Acorn put her head into her hands and collected herself. Looking up, she continued. "But that wasn't the worst of it....oh no, not by far."
You see, this earthquake was nothing short of an opportunity for our enemies to attack us, and hooded they swooped down upon us like a howling wind and began to cut down those who were still standing: men, women and children alike. Those of us who could still walk fled into the surrounding forest where we were hunted down and either killed on site or were dragged back to be used as "sport" for the maurading army. By now night had fallen and the screams only made the horror of the burning area that much more terrible...the screams just wouldn't stop. I was lucky. I had learned enough to melt into the undergrowth and fled westward towards our nearest ally, the Oak Haven clan. As you can see I never made it. I evaded two gangs before falling prey to the third. I might have made it, but I was dazed and bleeding and they used my blood trail to track me. When they finally encircled me, they tried to trap me with nets and snares, but wounded or no, I was not to be caught in such things. It was finally magick that brought me down, vines winding up to encase me like a moth in a cocoon.
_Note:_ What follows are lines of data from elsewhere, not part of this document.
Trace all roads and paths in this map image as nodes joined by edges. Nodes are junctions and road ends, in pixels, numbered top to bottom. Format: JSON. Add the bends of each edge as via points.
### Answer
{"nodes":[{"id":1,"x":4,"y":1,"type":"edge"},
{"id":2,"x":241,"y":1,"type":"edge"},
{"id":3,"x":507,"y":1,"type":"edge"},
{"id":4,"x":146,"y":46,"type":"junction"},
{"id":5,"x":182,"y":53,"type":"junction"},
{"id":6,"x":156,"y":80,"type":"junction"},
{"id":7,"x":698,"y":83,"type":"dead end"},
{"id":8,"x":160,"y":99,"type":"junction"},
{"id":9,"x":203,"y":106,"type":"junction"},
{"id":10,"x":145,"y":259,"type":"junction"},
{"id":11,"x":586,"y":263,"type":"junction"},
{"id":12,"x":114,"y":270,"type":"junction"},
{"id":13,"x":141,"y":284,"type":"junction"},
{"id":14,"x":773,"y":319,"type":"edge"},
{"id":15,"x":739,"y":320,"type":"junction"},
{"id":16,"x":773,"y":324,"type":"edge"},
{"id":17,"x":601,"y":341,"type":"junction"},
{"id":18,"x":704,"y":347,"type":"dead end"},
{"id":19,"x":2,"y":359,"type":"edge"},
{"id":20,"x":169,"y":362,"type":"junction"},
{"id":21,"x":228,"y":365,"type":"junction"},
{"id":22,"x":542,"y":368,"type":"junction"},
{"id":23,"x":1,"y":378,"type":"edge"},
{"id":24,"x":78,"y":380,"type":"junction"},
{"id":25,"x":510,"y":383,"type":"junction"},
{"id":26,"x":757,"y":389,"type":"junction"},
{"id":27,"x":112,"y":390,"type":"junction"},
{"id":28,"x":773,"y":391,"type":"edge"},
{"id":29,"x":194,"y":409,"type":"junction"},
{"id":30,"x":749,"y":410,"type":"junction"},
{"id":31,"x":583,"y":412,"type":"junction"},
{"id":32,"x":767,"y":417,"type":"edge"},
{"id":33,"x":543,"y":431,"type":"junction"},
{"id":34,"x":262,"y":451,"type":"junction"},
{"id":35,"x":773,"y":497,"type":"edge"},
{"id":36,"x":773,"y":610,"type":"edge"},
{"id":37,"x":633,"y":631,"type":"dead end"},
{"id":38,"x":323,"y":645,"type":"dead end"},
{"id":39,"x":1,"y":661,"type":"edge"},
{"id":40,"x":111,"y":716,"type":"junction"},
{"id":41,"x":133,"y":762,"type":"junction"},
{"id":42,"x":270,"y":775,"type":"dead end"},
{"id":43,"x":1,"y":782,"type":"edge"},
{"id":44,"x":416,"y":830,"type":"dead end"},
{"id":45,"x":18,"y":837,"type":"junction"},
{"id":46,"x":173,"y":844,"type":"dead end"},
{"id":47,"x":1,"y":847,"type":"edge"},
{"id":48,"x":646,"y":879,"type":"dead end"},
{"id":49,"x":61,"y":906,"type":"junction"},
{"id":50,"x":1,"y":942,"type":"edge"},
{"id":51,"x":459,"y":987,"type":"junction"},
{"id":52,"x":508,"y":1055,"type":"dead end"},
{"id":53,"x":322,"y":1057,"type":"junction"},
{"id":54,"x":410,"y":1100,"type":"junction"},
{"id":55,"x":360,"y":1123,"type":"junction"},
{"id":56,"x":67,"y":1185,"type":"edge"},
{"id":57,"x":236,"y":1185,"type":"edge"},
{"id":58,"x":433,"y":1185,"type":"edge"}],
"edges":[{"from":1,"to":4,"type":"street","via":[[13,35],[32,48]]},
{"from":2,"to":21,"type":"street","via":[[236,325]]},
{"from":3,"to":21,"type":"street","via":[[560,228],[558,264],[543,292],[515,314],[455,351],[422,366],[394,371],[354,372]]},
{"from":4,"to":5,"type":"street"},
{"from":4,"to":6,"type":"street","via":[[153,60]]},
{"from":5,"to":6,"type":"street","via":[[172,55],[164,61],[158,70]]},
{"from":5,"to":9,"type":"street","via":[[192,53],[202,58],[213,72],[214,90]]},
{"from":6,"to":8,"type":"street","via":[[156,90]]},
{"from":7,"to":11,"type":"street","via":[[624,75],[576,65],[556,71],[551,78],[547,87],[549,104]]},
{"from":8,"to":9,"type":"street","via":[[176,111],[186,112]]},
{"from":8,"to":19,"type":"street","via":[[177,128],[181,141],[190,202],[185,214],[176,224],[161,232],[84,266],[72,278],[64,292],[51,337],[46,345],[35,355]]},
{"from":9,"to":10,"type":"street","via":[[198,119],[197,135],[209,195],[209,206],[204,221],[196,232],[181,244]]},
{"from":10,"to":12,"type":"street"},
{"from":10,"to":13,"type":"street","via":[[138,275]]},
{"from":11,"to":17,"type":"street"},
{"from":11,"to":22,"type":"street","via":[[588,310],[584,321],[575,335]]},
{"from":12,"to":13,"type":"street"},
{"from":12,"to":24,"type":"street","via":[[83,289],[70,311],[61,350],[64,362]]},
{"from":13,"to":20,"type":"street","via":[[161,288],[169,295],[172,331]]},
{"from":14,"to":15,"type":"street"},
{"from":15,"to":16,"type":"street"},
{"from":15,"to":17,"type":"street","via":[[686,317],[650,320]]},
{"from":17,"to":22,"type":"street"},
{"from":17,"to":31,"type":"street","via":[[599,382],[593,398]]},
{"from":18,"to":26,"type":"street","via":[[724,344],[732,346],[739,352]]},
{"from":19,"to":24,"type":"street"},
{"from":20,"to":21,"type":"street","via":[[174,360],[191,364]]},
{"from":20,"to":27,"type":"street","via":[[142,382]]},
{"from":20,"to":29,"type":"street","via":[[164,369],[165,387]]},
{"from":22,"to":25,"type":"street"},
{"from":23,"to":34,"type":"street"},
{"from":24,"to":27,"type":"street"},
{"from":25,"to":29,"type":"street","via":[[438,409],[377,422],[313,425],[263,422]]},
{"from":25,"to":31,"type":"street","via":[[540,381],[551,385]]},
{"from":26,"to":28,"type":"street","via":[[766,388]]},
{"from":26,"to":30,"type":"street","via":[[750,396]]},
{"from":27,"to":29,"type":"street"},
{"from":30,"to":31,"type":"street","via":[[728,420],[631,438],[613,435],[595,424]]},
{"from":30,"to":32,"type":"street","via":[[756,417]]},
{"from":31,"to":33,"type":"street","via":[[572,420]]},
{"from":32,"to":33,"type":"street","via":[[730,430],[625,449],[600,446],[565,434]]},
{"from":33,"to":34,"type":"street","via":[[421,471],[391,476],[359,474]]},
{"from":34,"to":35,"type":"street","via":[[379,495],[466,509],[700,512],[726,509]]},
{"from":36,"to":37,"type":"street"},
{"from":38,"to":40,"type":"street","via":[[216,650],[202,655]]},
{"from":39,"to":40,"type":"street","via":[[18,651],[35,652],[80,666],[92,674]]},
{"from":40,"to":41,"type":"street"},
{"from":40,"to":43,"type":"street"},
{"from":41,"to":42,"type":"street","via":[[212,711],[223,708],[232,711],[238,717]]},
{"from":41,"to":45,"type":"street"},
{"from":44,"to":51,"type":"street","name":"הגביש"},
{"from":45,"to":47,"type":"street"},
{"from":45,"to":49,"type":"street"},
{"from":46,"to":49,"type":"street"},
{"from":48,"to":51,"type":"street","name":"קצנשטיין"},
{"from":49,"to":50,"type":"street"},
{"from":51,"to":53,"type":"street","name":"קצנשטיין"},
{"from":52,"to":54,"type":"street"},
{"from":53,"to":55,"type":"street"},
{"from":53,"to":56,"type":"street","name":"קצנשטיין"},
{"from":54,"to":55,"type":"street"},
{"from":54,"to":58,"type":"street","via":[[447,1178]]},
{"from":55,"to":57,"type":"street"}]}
Struggle as I would, I could not break free. The ringleader laughed mightily to watch my feeble attempts at freedom. At my demands to be let free he just laughed all the harder. Finally I became still and demanded to know who my captors were. At that, he swept away his hood and I looked into the face of a fox. Tellon started but remained silent. I was horrified. I knew our family relations were never more than nominally polite, but never in my wildest dreams did I imagine the foxes would begin an out and out massacre! Seeing my bewildered expression he advanced on me until we were muzzle to muzzle. Ever so softly he whispered to me, "This is the last thing you will ever see little squirrel." And then he signed for the beatings to began. They closed about me, using whips and daggers to attack and strike me. All I could do was scream and struggle, listening as their laughter assaulted my ears as their weapons assaulted my body. It was only by the knowledge that death awaited me that I gained the strength to break free of the vines and flee into the treetops. I used the last of my internal reserves to cast one final spell that would remove all my tracks so they couldn't follow. I sped treetop to treetop until hunger and the cold forced me to stop. That was were you found me, I had finally reached the end of my strength and had settled down to either heal or die.
Turning towards the fire, she said angrily; "Now do you see why I don't trust him? It was the foxes that betrayed us! How can I know you won't betray me as well?" And with that final burst of anger, she collapsed back against the wall and sobbed into her hands.